Llevó el índice y pulgar como una pinza, hasta el borde de los dientes del hombre y comenzó a tirar. Sintió un hilo que salía de su interior, fino, interminable. Ella lo ovillaba cuidadosamente sobre la mano libre.

Parecía una mujer preparándose a tejer.

A él por dentro se le iban desprendiendo las adherencias; algunas con suave dolor, otras con cosquilleo. Cuando el hormigueo se hizo persistente, su sexo se avivó, y mientras ella seguía ovillando el hilo de sus hurtos, él experimento el gozo más extraordinario de toda su vida.

Cuando llegaron las convulsiones del orgasmo, ella finalizaba su tarea.

- Más,- dijo él - No conocía un placer tan intenso como el de ir vaciándome.
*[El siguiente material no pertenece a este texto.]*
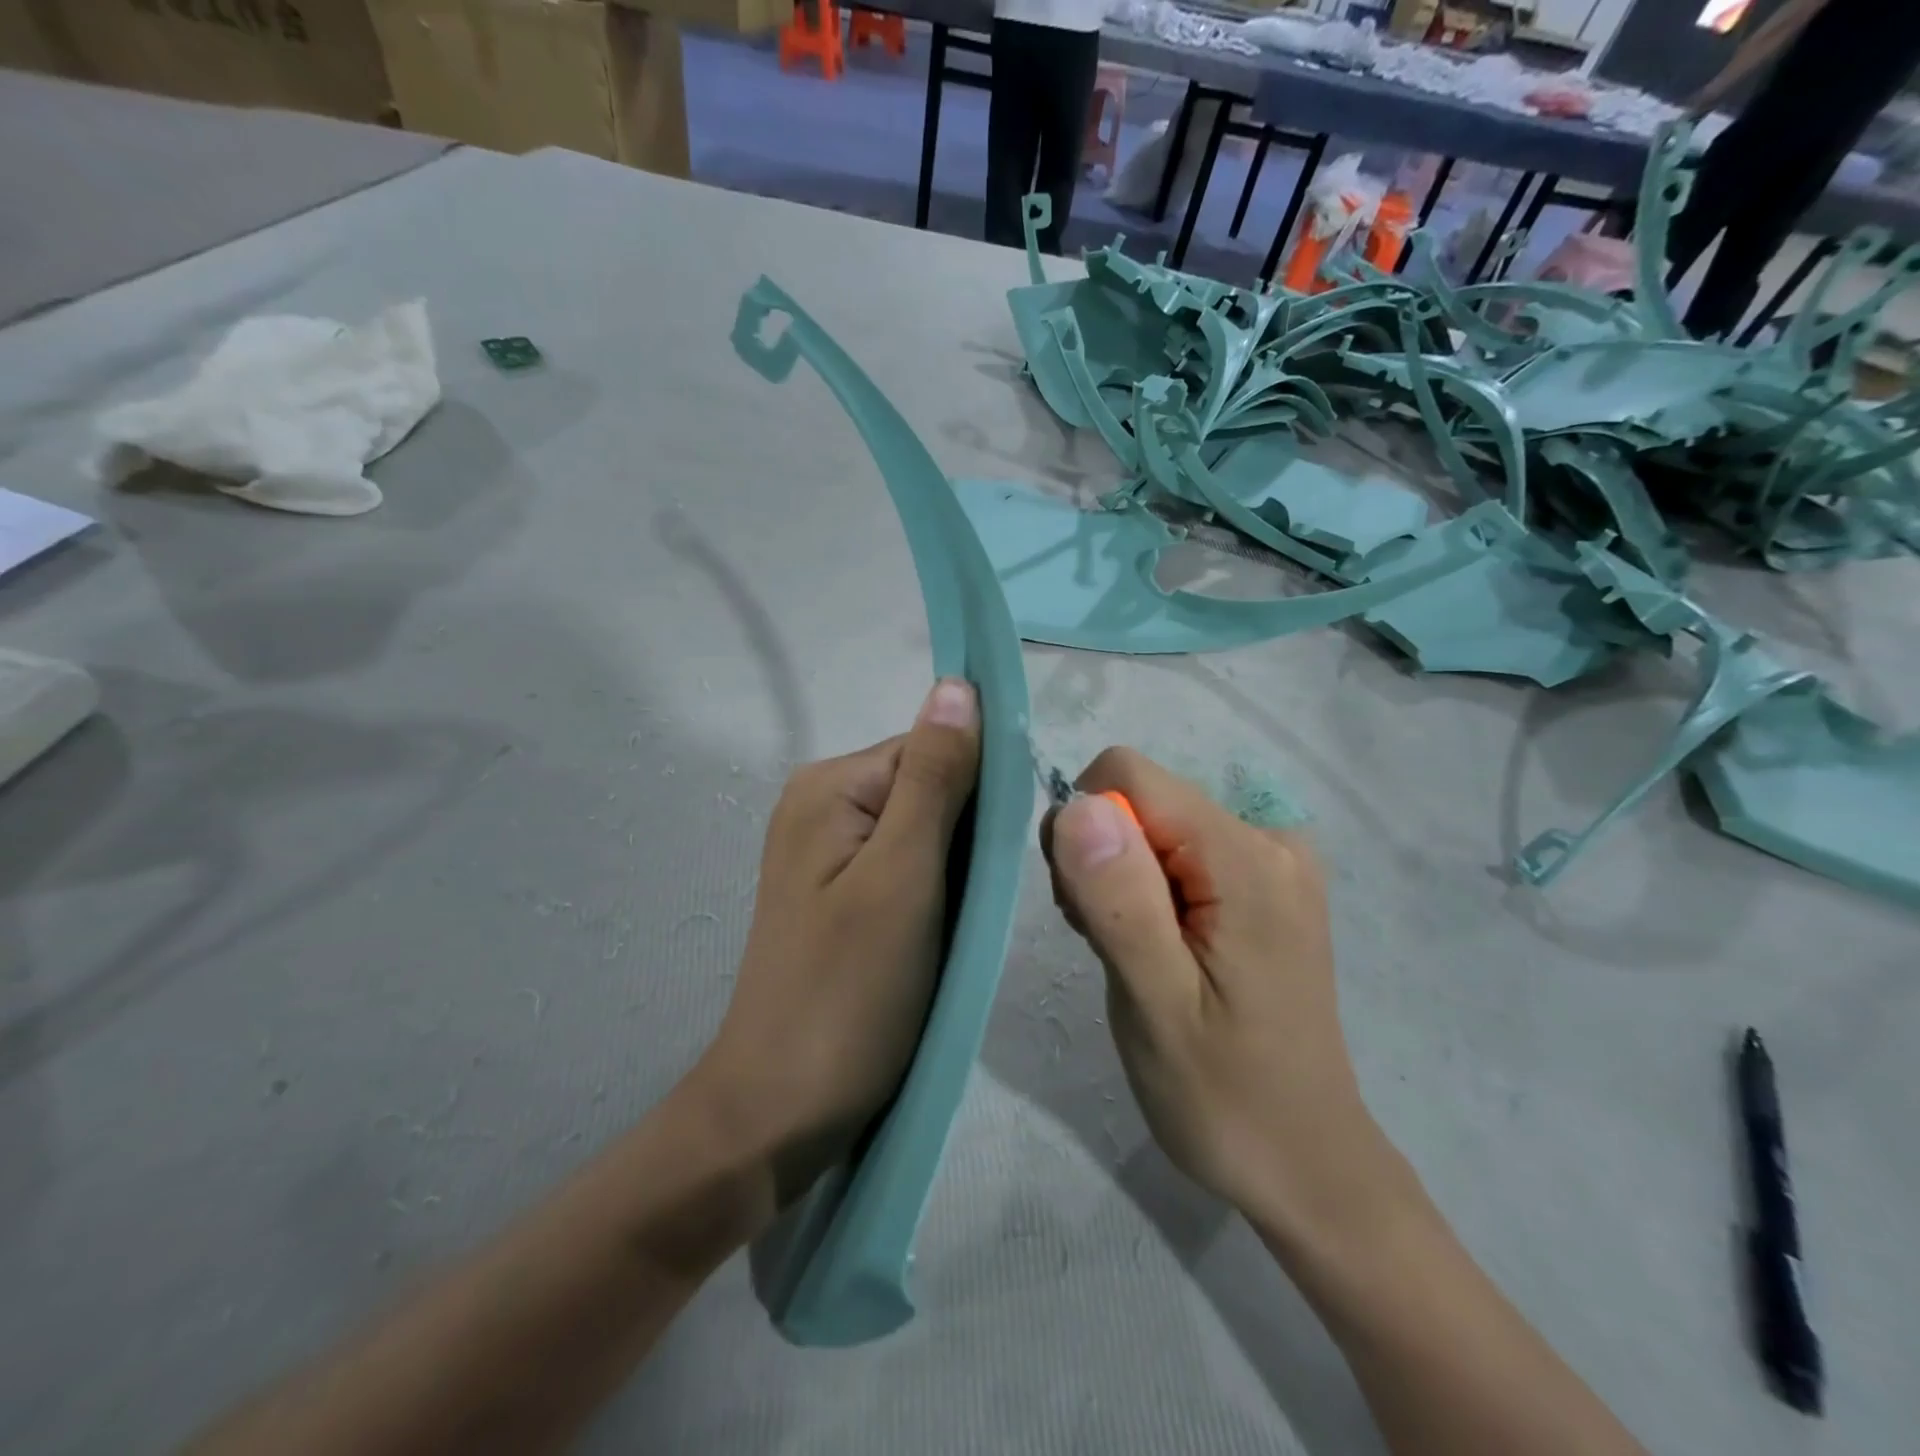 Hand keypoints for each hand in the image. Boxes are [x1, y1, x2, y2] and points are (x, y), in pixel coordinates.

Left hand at [695, 679, 981, 1204]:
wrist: (783, 1109)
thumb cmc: (850, 989)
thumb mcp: (903, 874)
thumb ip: (934, 776)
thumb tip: (958, 684)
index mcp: (831, 785)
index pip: (933, 748)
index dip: (978, 793)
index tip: (998, 858)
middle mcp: (824, 804)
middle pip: (930, 787)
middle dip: (967, 838)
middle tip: (972, 906)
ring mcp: (829, 852)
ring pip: (926, 831)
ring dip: (956, 870)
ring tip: (958, 928)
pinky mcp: (842, 894)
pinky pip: (907, 868)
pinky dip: (937, 893)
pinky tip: (940, 937)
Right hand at [1042, 748, 1394, 1233]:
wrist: (1305, 1163)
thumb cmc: (1223, 1097)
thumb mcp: (1155, 1004)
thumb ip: (1119, 900)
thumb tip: (1079, 805)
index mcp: (1246, 857)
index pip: (1129, 777)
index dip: (1086, 831)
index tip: (1087, 909)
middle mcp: (1269, 838)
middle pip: (1141, 798)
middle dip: (1101, 859)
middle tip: (1108, 944)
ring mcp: (1272, 860)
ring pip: (1152, 824)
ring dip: (1119, 879)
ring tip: (1133, 955)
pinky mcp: (1263, 884)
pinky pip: (1177, 851)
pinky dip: (1147, 889)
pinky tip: (1156, 948) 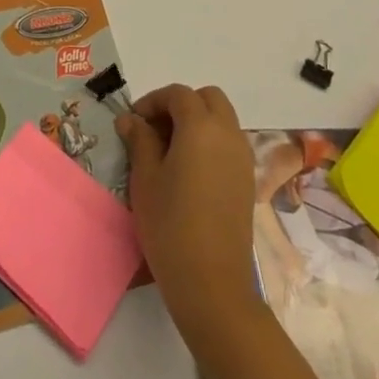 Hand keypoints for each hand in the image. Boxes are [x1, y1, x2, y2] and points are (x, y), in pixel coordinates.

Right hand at [118, 84, 259, 337]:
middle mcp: (228, 134)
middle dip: (181, 104)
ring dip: (198, 122)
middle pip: (208, 98)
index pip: (178, 94)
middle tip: (156, 129)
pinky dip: (210, 142)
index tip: (134, 122)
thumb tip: (131, 120)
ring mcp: (243, 158)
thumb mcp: (145, 178)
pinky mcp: (247, 181)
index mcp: (201, 127)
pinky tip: (189, 171)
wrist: (211, 283)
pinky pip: (229, 143)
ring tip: (170, 151)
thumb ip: (139, 140)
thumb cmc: (170, 224)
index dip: (153, 101)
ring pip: (222, 119) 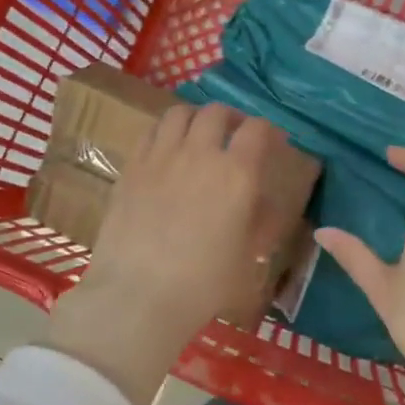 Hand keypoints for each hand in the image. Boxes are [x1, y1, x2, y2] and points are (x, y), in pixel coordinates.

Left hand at [47, 104, 291, 404]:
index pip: (258, 129)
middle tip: (235, 134)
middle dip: (232, 118)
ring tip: (198, 135)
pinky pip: (150, 132)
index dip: (269, 130)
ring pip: (180, 113)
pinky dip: (165, 132)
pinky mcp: (132, 166)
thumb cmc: (204, 283)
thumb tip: (266, 203)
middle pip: (217, 112)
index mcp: (237, 173)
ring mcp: (161, 155)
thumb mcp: (248, 258)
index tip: (273, 142)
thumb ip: (262, 223)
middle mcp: (200, 152)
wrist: (139, 293)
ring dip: (195, 118)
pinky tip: (166, 150) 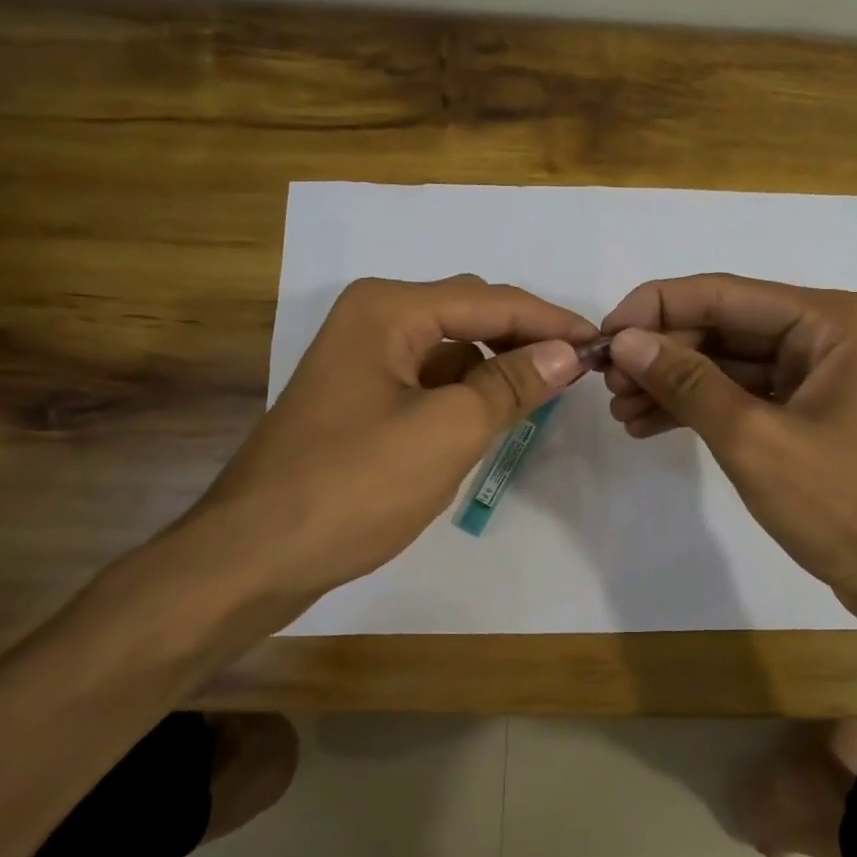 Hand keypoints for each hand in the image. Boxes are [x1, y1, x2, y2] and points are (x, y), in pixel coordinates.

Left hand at [186, 275, 595, 601]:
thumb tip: (567, 353)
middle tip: (577, 368)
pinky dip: (464, 393)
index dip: (550, 320)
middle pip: (468, 315)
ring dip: (495, 367)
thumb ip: (511, 385)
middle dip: (523, 338)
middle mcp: (372, 320)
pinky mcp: (359, 400)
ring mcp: (361, 361)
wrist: (255, 555)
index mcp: (388, 310)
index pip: (489, 301)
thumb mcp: (447, 431)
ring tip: (541, 394)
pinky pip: (428, 381)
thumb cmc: (354, 486)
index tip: (601, 342)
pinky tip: (490, 418)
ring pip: (449, 350)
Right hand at [600, 273, 856, 623]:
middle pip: (725, 325)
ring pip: (728, 362)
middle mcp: (828, 334)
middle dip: (663, 353)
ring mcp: (819, 374)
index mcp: (833, 321)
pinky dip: (699, 409)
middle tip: (606, 384)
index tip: (602, 337)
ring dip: (673, 383)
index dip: (656, 309)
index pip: (725, 293)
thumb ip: (687, 383)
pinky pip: (742, 395)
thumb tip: (624, 341)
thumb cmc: (846, 507)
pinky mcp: (808, 412)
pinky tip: (649, 425)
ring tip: (619, 411)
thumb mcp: (755, 440) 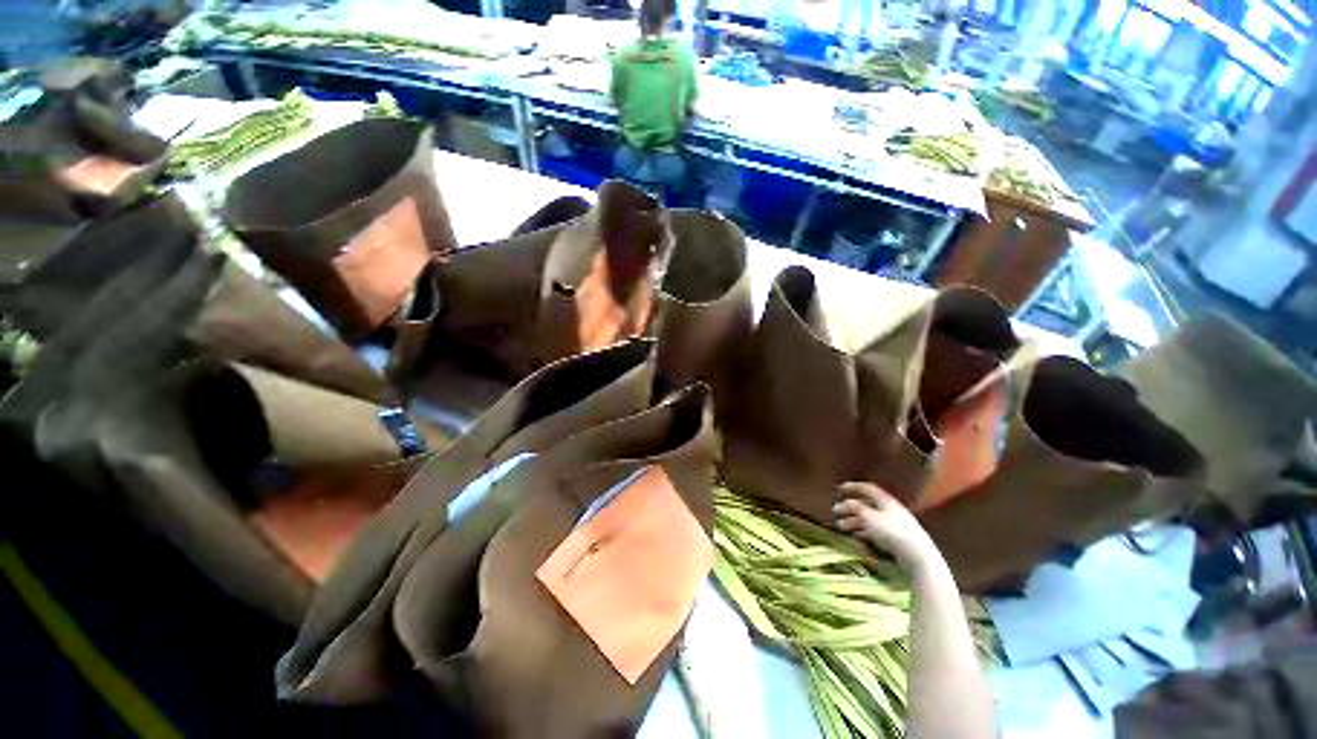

Ella lo miró con sonrisa macabra.

- Ni lo conocerás.- Lanzó el ovillo al aire como si fuera una pelota, que rodó hasta el empedrado, donde un camión lo aplastó.

Él gritó. Con esa mad
eja se acaba su alma. Se quedaba en puro cuerpo. La vio a ella alejarse.

- El demonio.- pensó.

Trató de recordar una oración, “padre nuestro…”

Allí, una voz interior se impuso. Una carcajada, una soberbia risa que se agitaba por su cuerpo hueco.

- Me he quedado vacío.- gimió.

La voz se redujo a un susurro, la sintió sobre la nuca, pero no había sudor, era un aliento de hielo que le iba diciendo:

- Siempre estuviste vacío ladrón de palabras. Nada tuyo, todo hueco, tratando de disimularte con las emociones, con los riegos, con las volteretas que otros proponían al silencio... Vacío, vacío.

Cayó de rodillas, comprendiéndose un tonel, que ya nada volvería a llenar.